Radio, télé, théâtre… Depuis deux ans, Vincent Dedienne s’est rapidement imposé comme un pilier incontournable du PAF. Après une longue tournée, il se pose pour quelques dates à l’Atelier, histoire de contenter des fans de plus en plus nombreux. Avec sa frimousse à croquer, ce cousin éloigné de Kiki aux bouclettes noires nous plonge dans un toboggan émotionnel dans S’il se passe quelque chose. Doté d’une hypersensibilité prégnante, le presque trentenaire retrace son parcours avec une pudeur exhibitionniste. Les yeux pétillent à la sortie.

Une voix grave de femme se fait entendre à travers les ondes d’une radio. Le grain évoque Muriel Robin mais à la mention de l’Indochine, on comprend qu’il s’agit de Marguerite Duras. L’auteur de L’Amant revient sur l’impossible pratique de l’autoportrait, son inexistence fondamentale. C’est donc un défi que se lance Vincent Dedienne, celui de tracer un chemin de soi à travers le seul en scène (il n’aime pas trop l’étiquette du one man show…). Exercice périlleux mais pas impossible.

Tout commence par une histoire d’adoption : le petit Pamplemou a été abandonné par ses parents et tente de se raccrocher à la branche d’un arbre peu solide… La forme du conte désamorce tout pathos et initie le ton si particulier du spectacle : à fleur de peau et drama queen. Polymorphe, il passe de la conseillère Pôle Emploi bitchy et bécasse au vendeur de jeux psychorigide sans oublier le prof de diction snob et pédant et la mamie comédienne qui perd doucement mais sûrement la boule. On vous avait prévenus, c’est les montagnes russes des sentiments ici.

Kiki au théâtre
Sans lorgner vers Tonton Freud, S’il se passe quelque chose semble conçu comme un exutoire : transformer la solitude heureuse du petit garçon et de l’ado de Mâcon (célèbre pour son andouillette et son salon international de camping) en expérience à partager. L’envie folle de faire du théâtre survient dès sept ans grâce à une VHS mettant en scène Muriel Robin, confortée par un premier spectacle à quatorze ans puis par son entrée à la majorité à la Comédie de Saint-Étienne. Le jeune Vincent veut transmettre aux autres, faire rire son auditoire, compenser peut-être l’inconnu biologique par la certitude de retrouver tous les soir un public qui l’aime et qui l’encourage.

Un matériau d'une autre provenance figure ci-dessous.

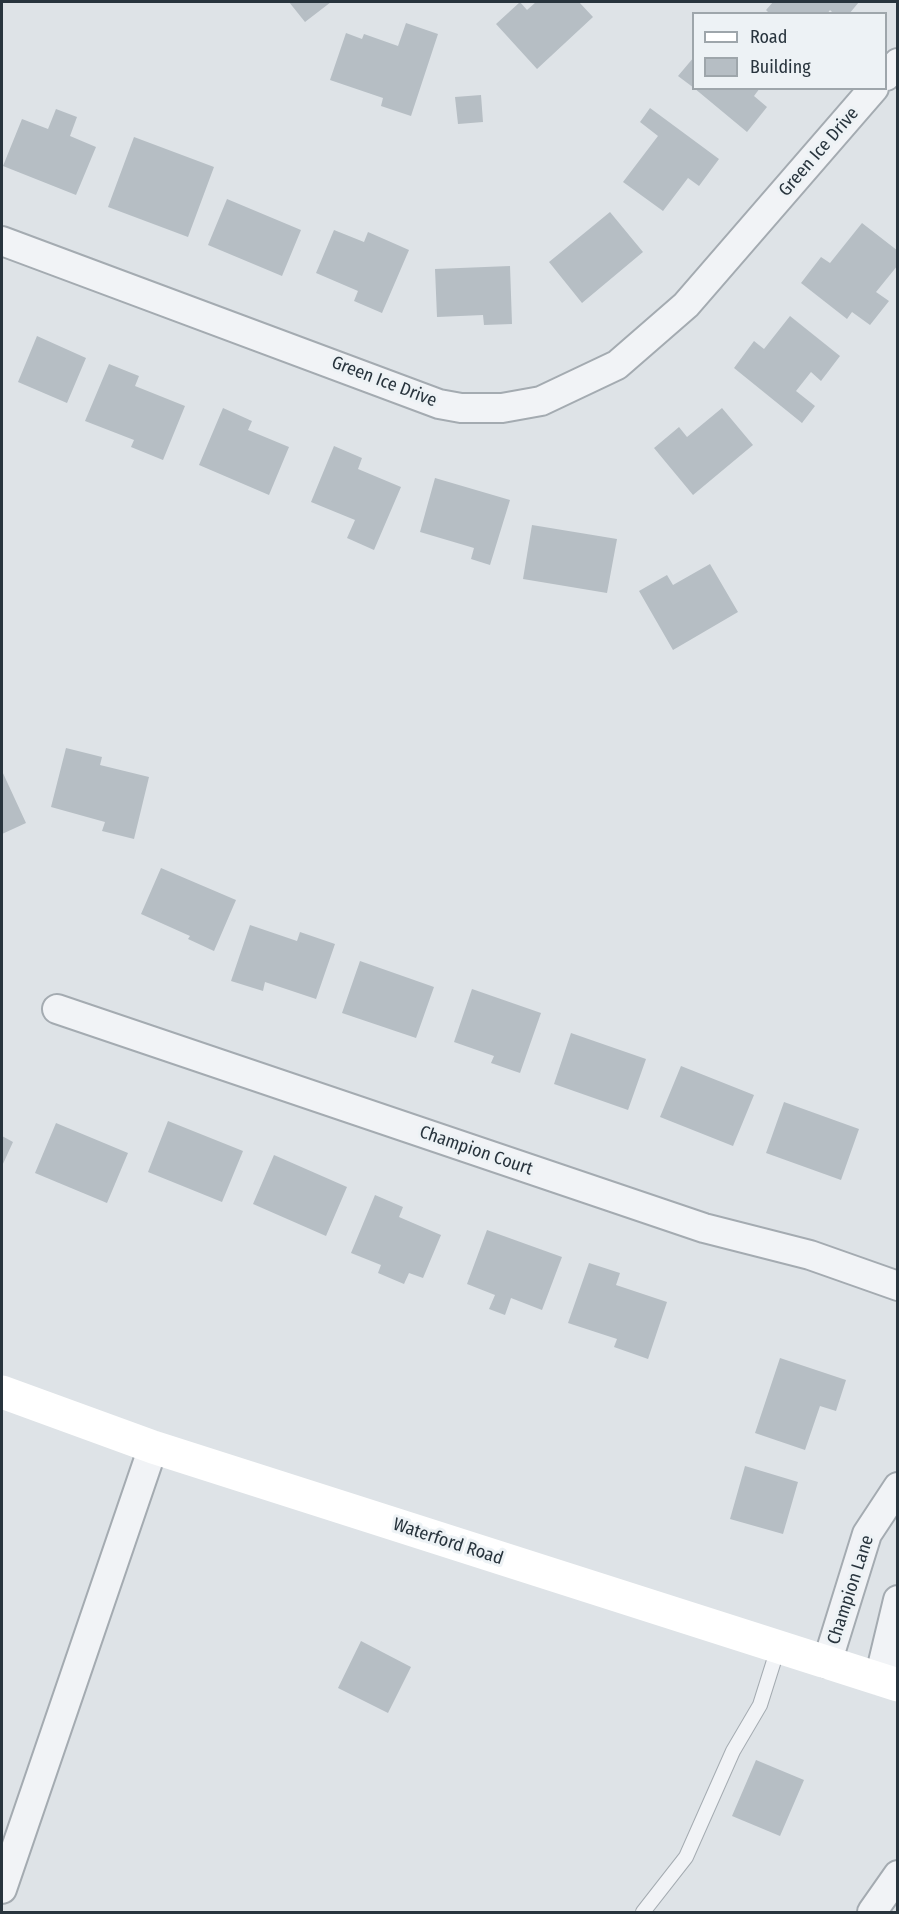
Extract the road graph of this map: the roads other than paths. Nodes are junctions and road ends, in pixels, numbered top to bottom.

Avec Vincent Dedienne, introspection délirante et quête intime et touchante de soi font bon ménage. Une certaine élégance dans l’humour. Un artiste qui gravit tranquillement les chemins jusqu’au sommet sans prendre le melon. Piquant et frais comme un pamplemousse, son spectacle démontre qu’on peut émouvoir tout en ne se privant d’aucune folie. Salutaire. ♥ ♥ ♥ ♥

VINCENT DEDIENNE : S’IL SE PASSE QUELQUE CHOSE de Vincent Dedienne, Juliette Chaigneau, Mélanie Lemoine et François Rollin. M.E.S de Juliette Chaigneau et François Rollin. Théâtre de l’Atelier. 01 46 06 49 24. 1h35.